I propositi belligeranti dell’ex co-fondatore Chris Huges e delle autorità australiane
Peggio ancora andrebbe, secondo il New York Times, con l’ex co-fondatore del social in blu, l’informatico e miliardario Chris Huges che, nel corso di colloqui col dipartimento di Giustizia americano e la FTC, avrebbe consigliato loro di smantellare il social, in ottica antitrust, visto che, dopo le tante acquisizioni di carattere difensivo messe in piedi nel corso degli anni, avrebbe raggiunto una posizione di mercato che altererebbe la libera concorrenza.
Il tema della concorrenza sembra molto sentito anche in Australia ove il ministro delle finanze, Josh Frydenberg, ha anticipato un rapporto della locale autorità per la concorrenza, la ACCC (Australian Competition and Consumer Commission) che, tra i vari consigli forniti alle autorità, richiederebbe di potenziare le normative sulla riservatezza, di regolamentare in che modo i colossi online traggono profitti dai dati degli utenti, il cui valore supera – ormai – quello del petrolio (come spiegato nel documentario Netflix “The Great Hack – Privacy violata”), e di stabilire un regolamento che imponga di mettere i servizi informativi tutti sullo stesso piano di equità informandoli del cambio all’algoritmo che presiede al ranking delle news. Inoltre, nel report presentato dall’ACCC figurerebbe anche l’istituzione di una divisione che, per 5 anni, potrebbe condurre inchieste pubbliche (tra cui una sulla trasparenza nel mercato delle inserzioni pubblicitarie) contro i giganti della Rete, nel corso delle quali sarebbe possibile obbligarli a fornire tutte le informazioni ritenute necessarie.
Iniziative di Facebook in tema di privacy e contrasto alle ingerenze straniere
Intanto, qualcosa inizia a smuoversi, a Menlo Park, dopo la (maxi) multa di 5 miliardi di dollari ricevuta.
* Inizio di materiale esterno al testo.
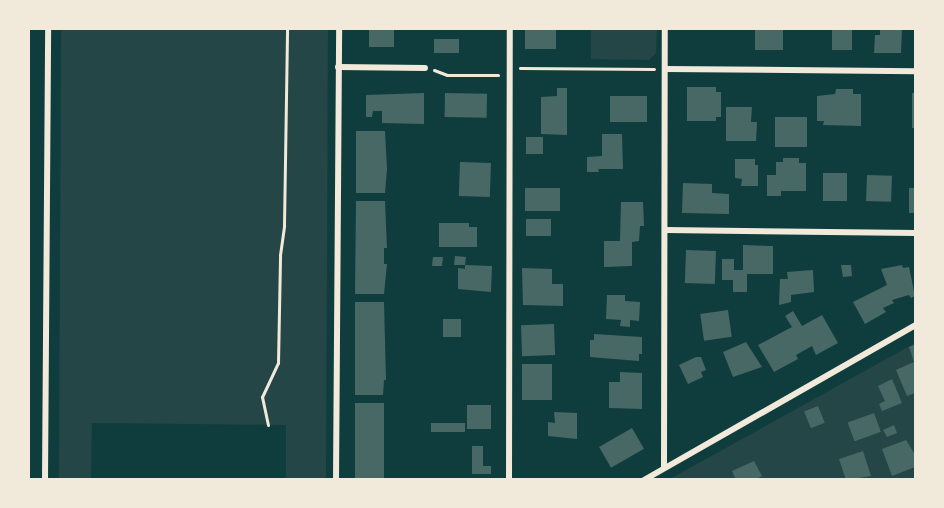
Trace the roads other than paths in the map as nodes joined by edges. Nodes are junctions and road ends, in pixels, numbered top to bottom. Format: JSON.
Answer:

Mark Zuckerberg, nel corso di un incontro con i suoi dipendenti, ha spiegato che il patteggiamento con la FTC porterà a una revisione di tutti gli strumenti già in essere e, nel progettare dei nuovi prodotti, a seguire un approccio differente (analizzarne i potenziali rischi e gli strumenti per mitigarne l’impatto), consci che – non facendolo, pur potendo avanzare più celermente nel rilasciare nuovi servizi e prodotti – si incorrerebbero in responsabilità di cui rispondere. Nel corso del medesimo incontro, poi, è stato pre-annunciata la costituzione di una nuova figura, per altro richiesta dal GDPR europeo, quella del Chief Privacy Officer for Products.
Tra le altre misure che verranno introdotte nel prossimo futuro da Facebook, figurerà (entro fine anno) quella della Corte d’appello contro i contenuti rimossi e la presentazione di rapporti trimestrali pubblici sul contrasto ai contenuti che violano le policy d’uso, su quelli dell’hate speaching, del cyberbullismo, e delle interferenze straniere. A proposito di quest’ultime, è intervenuto il capo della sicurezza del social, Nathaniel Gleicher, il quale ha rivelato, con un post, come siano stati chiusi numerosi account, gruppi, e Pagine, operativi da Thailandia, Honduras, Ucraina, e Russia, che – in sostanza – nell’occultare cosa facevano e chi erano in realtà, mettevano in atto comportamenti coordinati ritenuti “non autentici“.